START INPUT

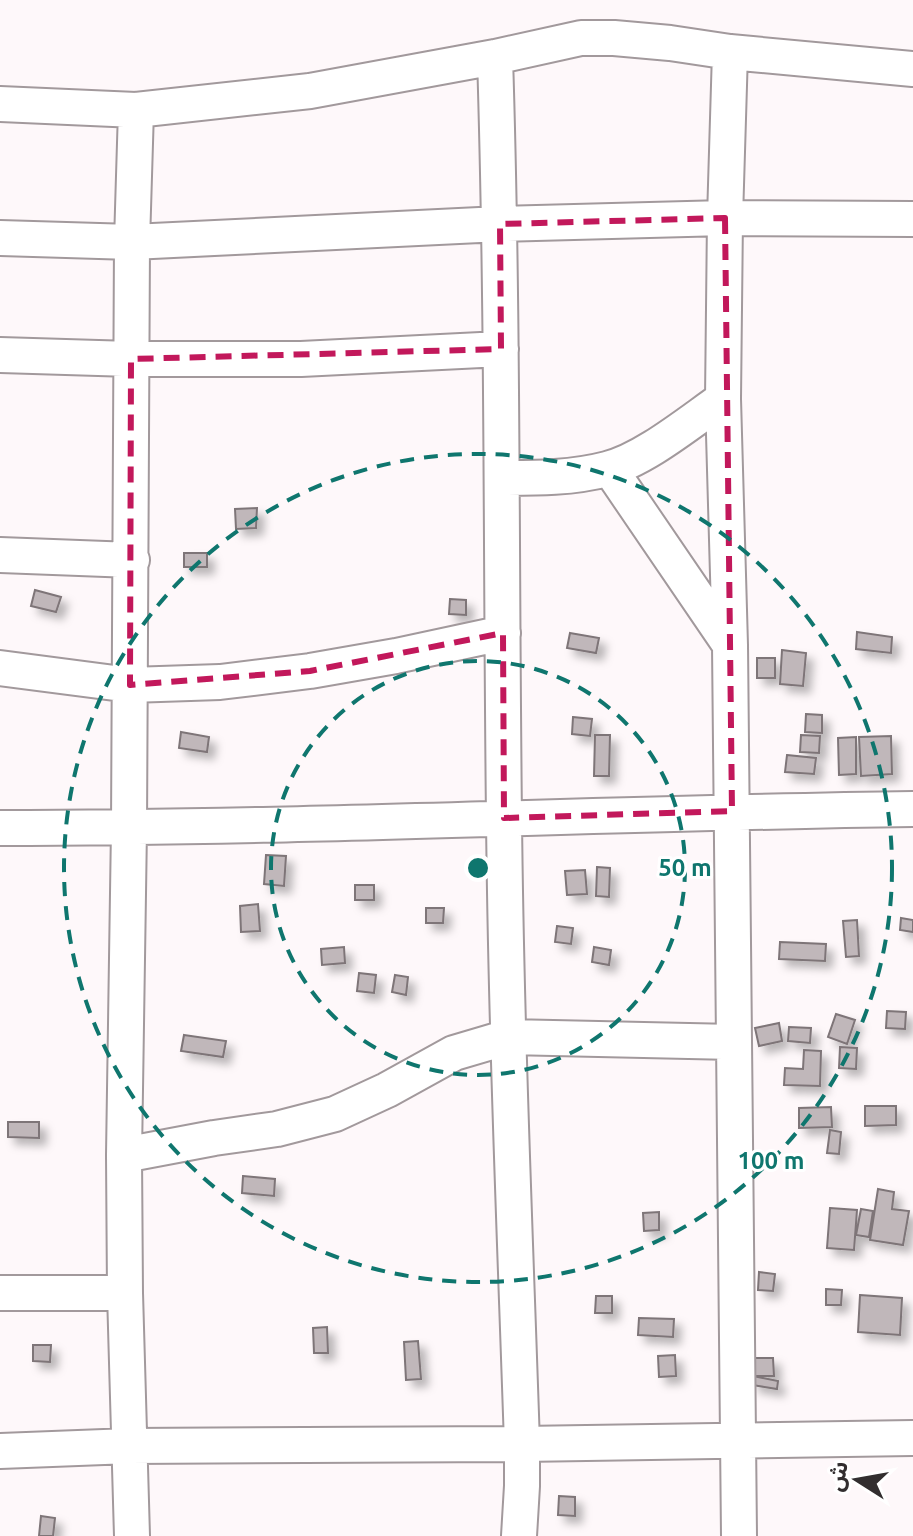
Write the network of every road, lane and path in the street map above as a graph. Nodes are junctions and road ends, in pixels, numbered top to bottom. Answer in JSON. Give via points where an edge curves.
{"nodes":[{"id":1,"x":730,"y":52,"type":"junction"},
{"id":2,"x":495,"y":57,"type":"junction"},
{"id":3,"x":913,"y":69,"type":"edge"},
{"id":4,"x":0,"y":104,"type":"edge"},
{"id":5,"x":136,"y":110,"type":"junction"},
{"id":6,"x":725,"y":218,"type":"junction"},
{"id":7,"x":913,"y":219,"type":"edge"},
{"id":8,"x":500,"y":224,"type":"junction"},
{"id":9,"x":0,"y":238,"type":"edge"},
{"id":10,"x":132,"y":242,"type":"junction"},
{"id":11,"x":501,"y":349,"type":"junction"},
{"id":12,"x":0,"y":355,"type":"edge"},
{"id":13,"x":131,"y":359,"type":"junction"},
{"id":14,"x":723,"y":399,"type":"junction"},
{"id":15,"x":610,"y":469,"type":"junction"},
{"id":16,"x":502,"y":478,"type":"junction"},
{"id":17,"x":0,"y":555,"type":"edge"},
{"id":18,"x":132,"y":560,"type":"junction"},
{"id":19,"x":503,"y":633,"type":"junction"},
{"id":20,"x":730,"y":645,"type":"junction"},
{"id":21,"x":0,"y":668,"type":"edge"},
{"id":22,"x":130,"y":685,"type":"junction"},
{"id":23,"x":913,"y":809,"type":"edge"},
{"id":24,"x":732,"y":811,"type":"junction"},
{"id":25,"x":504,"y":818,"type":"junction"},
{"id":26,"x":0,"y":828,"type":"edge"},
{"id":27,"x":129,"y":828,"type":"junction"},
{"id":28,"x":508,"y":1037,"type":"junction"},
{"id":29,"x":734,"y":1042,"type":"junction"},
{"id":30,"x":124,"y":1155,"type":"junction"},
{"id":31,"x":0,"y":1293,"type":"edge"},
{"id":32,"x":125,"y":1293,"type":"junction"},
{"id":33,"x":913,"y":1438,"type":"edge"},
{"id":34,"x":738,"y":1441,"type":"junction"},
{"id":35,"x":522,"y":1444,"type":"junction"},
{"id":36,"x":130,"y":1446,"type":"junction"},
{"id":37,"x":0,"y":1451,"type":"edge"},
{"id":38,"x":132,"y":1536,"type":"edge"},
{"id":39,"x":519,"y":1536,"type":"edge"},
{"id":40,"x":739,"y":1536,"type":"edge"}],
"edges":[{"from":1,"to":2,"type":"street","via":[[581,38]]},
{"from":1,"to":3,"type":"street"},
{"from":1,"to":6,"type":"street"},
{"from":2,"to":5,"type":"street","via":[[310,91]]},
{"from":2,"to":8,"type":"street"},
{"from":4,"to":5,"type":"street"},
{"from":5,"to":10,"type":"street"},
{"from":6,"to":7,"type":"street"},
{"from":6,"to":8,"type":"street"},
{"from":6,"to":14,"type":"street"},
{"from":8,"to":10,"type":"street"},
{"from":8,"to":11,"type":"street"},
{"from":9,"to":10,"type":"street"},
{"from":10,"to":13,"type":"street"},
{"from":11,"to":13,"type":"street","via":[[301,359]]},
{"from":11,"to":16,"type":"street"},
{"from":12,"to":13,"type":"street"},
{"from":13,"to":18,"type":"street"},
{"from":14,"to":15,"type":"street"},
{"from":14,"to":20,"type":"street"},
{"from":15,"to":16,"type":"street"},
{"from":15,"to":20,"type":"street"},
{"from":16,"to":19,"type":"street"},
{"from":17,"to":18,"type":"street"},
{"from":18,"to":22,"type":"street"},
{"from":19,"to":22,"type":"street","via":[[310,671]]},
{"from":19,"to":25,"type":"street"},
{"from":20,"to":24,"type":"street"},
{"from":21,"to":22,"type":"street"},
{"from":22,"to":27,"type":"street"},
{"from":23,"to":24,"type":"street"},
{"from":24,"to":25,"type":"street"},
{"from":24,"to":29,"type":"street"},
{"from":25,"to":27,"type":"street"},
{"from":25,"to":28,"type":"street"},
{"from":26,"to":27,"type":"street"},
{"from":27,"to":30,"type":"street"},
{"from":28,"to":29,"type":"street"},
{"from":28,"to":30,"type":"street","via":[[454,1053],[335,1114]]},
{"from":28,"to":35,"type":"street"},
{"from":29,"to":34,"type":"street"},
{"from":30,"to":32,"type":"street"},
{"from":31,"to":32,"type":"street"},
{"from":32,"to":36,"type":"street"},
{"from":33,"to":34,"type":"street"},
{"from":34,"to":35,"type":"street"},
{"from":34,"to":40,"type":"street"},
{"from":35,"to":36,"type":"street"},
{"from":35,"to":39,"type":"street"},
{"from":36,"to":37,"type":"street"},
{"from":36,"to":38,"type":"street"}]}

END INPUT

WHAT YOU SHOULD DO: What is needed is a verbatim copy of every entry, with the pictures omitted.

ANSWER TO THE EXERCISE:
Write the network of every road, lane and path in the street map above as a graph. Nodes are junctions and road ends, in pixels, numbered top to bottom. Answer in JSON. Give via points where an edge curves.
{"nodes":[{"id":1,"x":730,"y":52,"type":"junction"},
{"id":2,"x":495,"y":57,"type":"junction"},
{"id":3,"x":913,"y":69,"type":"edge"},
{"id":4,"x":0,"y":104,"type":"edge"},
{"id":5,"x":136,"y":110,"type":"junction"},
{"id":6,"x":725,"y":218,"type":"junction"},
{"id":7,"x":913,"y":219,"type":"edge"},
{"id":8,"x":500,"y":224,"type":"junction"},
{"id":9,"x":0,"y":238,"type":"edge"},
{"id":10,"x":132,"y":242,"type":"junction"},
{"id":11,"x":501,"y":349,"type":"junction"},
{"id":12,"x":0,"y":355,"type":"edge"},
{"id":13,"x":131,"y":359,"type":"junction"},
{"id":14,"x":723,"y":399,"type":"junction"},
{"id":15,"x":610,"y":469,"type":"junction"},
{"id":16,"x":502,"y":478,"type":"junction"},
{"id":17,"x":0,"y":555,"type":"edge"},
{"id":18,"x":132,"y":560,"type":"junction"},
{"id":19,"x":503,"y":633,"type":"junction"},
{"id":20,"x":730,"y":645,"type":"junction"},
{"id":21,"x":0,"y":668,"type":"edge"},
{"id":22,"x":130,"y":685,"type":"junction"},
{"id":23,"x":913,"y":809,"type":"edge"},
{"id":24,"x":732,"y":811,"type":"junction"},
{"id":25,"x":504,"y":818,"type":"junction"},
{"id":26,"x":0,"y":828,"type":"edge"},
{"id":27,"x":129,"y":828,"type":"junction"},
{"id":28,"x":508,"y":1037,"type":"junction"},
{"id":29,"x":734,"y":1042,"type":"junction"},
{"id":30,"x":124,"y":1155,"type":"junction"},
{"id":31,"x":0,"y":1293,"type":"edge"},
{"id":32,"x":125,"y":1293,"type":"junction"},
{"id":33,"x":913,"y":1438,"type":"edge"},
{"id":34,"x":738,"y":1441,"type":"junction"},
{"id":35,"x":522,"y":1444,"type":"junction"},
{"id":36,"x":130,"y":1446,"type":"junction"},
{"id":37,"x":0,"y":1451,"type":"edge"},
{"id":38,"x":132,"y":1536,"type":"edge"},
{"id":39,"x":519,"y":1536,"type":"edge"},
{"id":40,"x":739,"y":1536,"type":"edge"}],
"edges":[{"from":1,"to":2,"type":"street","via":[[581,38]]},
{"from":1,"to":3,"type":"street"},
{"from":1,"to":6,"type":"street"},
{"from":2,"to":5,"type":"street","via":[[310,91]]},
{"from":2,"to":8,"type":"street"},
{"from":4,"to":5,"type":"street"},
{"from":5,"to":10,"type":"street"},
{"from":6,"to":7,"type":"street"},
{"from":6,"to":8,"type":"street"},
{"from":6,"to":14,"type":"street"},
{"from":8,"to":10,"type":"street"},
{"from":8,"to":11,"type":"street"},
{"from":9,"to":10,"type":"street"},
{"from":10,"to":13,"type":"street"},
{"from":11,"to":13,"type":"street","via":[[301,359]]},
{"from":11,"to":16,"type":"street"},
{"from":12,"to":13,"type":"street"},
{"from":13,"to":18,"type":"street"},
{"from":14,"to":15,"type":"street"},
{"from":14,"to":20,"type":"street"},
{"from":15,"to":16,"type":"street"},
{"from":15,"to":20,"type":"street"},
{"from":16,"to":19,"type":"street"},
{"from":17,"to":18,"type":"street"},
{"from":18,"to":22,"type":"street"},
{"from":19,"to":22,"type":"street","via":[[310,671]]},
{"from":19,"to":25,"type":"street"},
{"from":20,"to":24,"type":"street"},
{"from":21,"to":22,"type":"street"},
{"from":22,"to":27,"type":"street"},
{"from":23,"to":24,"type":"street"},
{"from":24,"to":25,"type":"street"},
{"from":24,"to":29,"type":"street"},
{"from":25,"to":27,"type":"street"},
{"from":25,"to":28,"type":"street"},
{"from":26,"to":27,"type":"street"},
{"from":27,"to":30,"type":"street"},
{"from":28,"to":29,"type":"street"},
{"from":28,"to":30,"type":"street","via":[[454,1053],[335,1114]]},
{"from":28,"to":35,"type":"street"},
{"from":29,"to":34,"type":"street"},
{"from":30,"to":32,"type":"street"},
{"from":31,"to":32,"type":"street"},
{"from":32,"to":36,"type":"street"},
{"from":33,"to":34,"type":"street"},
{"from":34,"to":35,"type":"street"},
{"from":34,"to":40,"type":"street"},
{"from":35,"to":36,"type":"street"},
{"from":35,"to":39,"type":"street"},
{"from":36,"to":37,"type":"street"},
{"from":36,"to":38,"type":"street"}]}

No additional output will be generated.